All of this is a far cry from four short years ago when then-CEO Ed Zander was proclaiming the number-two market share in North Asia and growing, the number-two market share in high-growth markets and growing, the number-two market share in Europe and growing, and more than doubling its market share in India, sequentially.

As the "stuff" hit the fan, the company rightly needed to shrink its operations, but when you look at what took place over the last few years it begs the question: Did they restructure in the wrong geographies? I've always liked to use China and India as proxies for emerging markets and the graph below provides a snapshot as to what growth has taken place in those two locations. When you consider this is new subscribers not phones sold, the numbers are even larger.

Granted, Motorola was fighting for its survival, but this was also a huge wave to miss.

Going forward, the mobile-device strategy continues to prioritize markets with the focus on North America and China initially. Exactly how it's going to reestablish itself in China should be a focus of investors.
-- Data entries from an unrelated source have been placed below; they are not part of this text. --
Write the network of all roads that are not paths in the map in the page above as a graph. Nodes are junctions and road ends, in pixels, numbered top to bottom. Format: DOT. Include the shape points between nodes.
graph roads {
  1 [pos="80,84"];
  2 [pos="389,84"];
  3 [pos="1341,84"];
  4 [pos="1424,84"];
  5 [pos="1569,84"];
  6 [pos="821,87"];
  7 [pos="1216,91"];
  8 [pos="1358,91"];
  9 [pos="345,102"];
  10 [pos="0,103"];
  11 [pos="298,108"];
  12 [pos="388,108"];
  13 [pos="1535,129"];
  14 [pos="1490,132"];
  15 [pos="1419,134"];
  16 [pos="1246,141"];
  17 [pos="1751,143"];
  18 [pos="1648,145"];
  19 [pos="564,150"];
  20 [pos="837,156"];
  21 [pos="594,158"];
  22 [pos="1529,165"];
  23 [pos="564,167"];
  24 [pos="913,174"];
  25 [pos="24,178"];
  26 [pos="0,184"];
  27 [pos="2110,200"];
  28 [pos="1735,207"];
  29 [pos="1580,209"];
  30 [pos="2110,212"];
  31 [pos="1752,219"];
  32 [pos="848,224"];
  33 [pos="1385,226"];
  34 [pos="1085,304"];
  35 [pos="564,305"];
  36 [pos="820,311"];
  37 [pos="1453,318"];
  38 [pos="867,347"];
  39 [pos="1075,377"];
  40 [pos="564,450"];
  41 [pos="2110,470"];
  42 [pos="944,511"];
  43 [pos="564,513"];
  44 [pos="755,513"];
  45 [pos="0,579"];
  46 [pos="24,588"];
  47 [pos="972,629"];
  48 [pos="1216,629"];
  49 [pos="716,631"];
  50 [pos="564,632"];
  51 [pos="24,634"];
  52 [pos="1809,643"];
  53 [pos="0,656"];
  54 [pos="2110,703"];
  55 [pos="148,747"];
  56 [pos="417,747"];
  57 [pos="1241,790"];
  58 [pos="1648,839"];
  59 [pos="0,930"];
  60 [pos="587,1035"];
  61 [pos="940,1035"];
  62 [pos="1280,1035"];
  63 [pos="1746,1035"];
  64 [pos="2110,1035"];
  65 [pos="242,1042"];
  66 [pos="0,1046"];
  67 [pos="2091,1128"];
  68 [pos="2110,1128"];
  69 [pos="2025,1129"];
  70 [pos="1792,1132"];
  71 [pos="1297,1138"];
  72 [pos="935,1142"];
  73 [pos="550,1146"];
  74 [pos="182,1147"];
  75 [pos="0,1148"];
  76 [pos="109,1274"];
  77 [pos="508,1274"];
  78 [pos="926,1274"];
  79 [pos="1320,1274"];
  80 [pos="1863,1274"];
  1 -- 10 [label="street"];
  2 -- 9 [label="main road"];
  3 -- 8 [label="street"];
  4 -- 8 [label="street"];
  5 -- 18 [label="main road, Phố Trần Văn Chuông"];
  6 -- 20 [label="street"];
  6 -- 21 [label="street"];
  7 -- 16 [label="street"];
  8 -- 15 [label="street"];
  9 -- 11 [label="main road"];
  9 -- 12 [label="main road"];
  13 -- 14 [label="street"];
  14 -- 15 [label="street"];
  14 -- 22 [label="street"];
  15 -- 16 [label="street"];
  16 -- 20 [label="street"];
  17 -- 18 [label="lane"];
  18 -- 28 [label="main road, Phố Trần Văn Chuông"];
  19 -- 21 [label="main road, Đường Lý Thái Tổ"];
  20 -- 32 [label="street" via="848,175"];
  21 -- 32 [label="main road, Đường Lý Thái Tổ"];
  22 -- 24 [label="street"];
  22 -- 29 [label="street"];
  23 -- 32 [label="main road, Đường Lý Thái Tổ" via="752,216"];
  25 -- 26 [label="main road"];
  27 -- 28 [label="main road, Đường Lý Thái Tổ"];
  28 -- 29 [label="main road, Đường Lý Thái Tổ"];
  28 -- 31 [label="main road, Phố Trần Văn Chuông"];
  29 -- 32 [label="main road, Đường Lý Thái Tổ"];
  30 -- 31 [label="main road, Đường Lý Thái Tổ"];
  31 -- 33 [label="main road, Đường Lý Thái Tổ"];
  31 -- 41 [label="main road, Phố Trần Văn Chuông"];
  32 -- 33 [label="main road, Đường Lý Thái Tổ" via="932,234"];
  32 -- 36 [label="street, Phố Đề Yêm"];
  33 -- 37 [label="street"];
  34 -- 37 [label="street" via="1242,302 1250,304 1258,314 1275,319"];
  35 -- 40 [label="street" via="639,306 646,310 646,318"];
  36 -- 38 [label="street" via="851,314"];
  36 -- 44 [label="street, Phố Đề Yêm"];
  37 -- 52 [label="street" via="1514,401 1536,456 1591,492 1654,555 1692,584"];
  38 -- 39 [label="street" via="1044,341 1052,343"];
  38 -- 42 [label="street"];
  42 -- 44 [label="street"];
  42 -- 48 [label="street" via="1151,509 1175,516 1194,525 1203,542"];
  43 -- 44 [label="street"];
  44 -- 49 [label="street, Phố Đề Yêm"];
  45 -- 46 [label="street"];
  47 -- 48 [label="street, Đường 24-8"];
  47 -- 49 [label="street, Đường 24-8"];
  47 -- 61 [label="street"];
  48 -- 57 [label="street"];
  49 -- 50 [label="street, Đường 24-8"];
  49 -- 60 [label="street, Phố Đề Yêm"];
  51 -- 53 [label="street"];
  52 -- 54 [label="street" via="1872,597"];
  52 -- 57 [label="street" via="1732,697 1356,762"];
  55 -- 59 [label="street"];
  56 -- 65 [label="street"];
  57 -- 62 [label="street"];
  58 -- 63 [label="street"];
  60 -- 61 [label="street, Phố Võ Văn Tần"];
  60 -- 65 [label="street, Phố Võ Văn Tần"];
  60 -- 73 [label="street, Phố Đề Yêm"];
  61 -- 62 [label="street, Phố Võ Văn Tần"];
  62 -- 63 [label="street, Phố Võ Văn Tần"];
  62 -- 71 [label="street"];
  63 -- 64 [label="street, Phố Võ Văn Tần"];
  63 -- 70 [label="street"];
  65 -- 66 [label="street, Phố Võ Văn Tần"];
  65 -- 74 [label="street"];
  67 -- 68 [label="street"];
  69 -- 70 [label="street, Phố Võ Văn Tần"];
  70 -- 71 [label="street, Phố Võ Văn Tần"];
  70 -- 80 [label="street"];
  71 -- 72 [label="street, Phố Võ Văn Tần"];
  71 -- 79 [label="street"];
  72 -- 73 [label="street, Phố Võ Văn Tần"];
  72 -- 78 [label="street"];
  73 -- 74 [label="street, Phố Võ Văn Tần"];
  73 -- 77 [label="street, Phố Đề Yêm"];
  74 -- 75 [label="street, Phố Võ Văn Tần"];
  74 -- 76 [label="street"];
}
These two areas are then followed by Western Europe, Latin America, and "other parts of Asia" in 2011. The same question applies here as well as in what order.

Weighing on its ability to reenter the global stage will be the resources that Motorola mobility has at its disposal. The cash position wasn't included in the Form 10 filing but we know that all debt will be retained by the "other" Motorola. The only cash flow statement available was on an annual basis. In 2009, Motorola Mobility burned $1.1 billion, not much of an improvement from the $1.2 billion used in 2008. The number improved significantly (+$26 million) in the March quarter but the company will need a lot more to fund expansion.

Throughout the remainder of the year, similar filings with the SEC will update the condition of the new entity. They're onerous with a lot of buried details. However, if you're a holder of Motorola stock today, you'd better decide if you're going to be a buyer or a seller when this starts trading.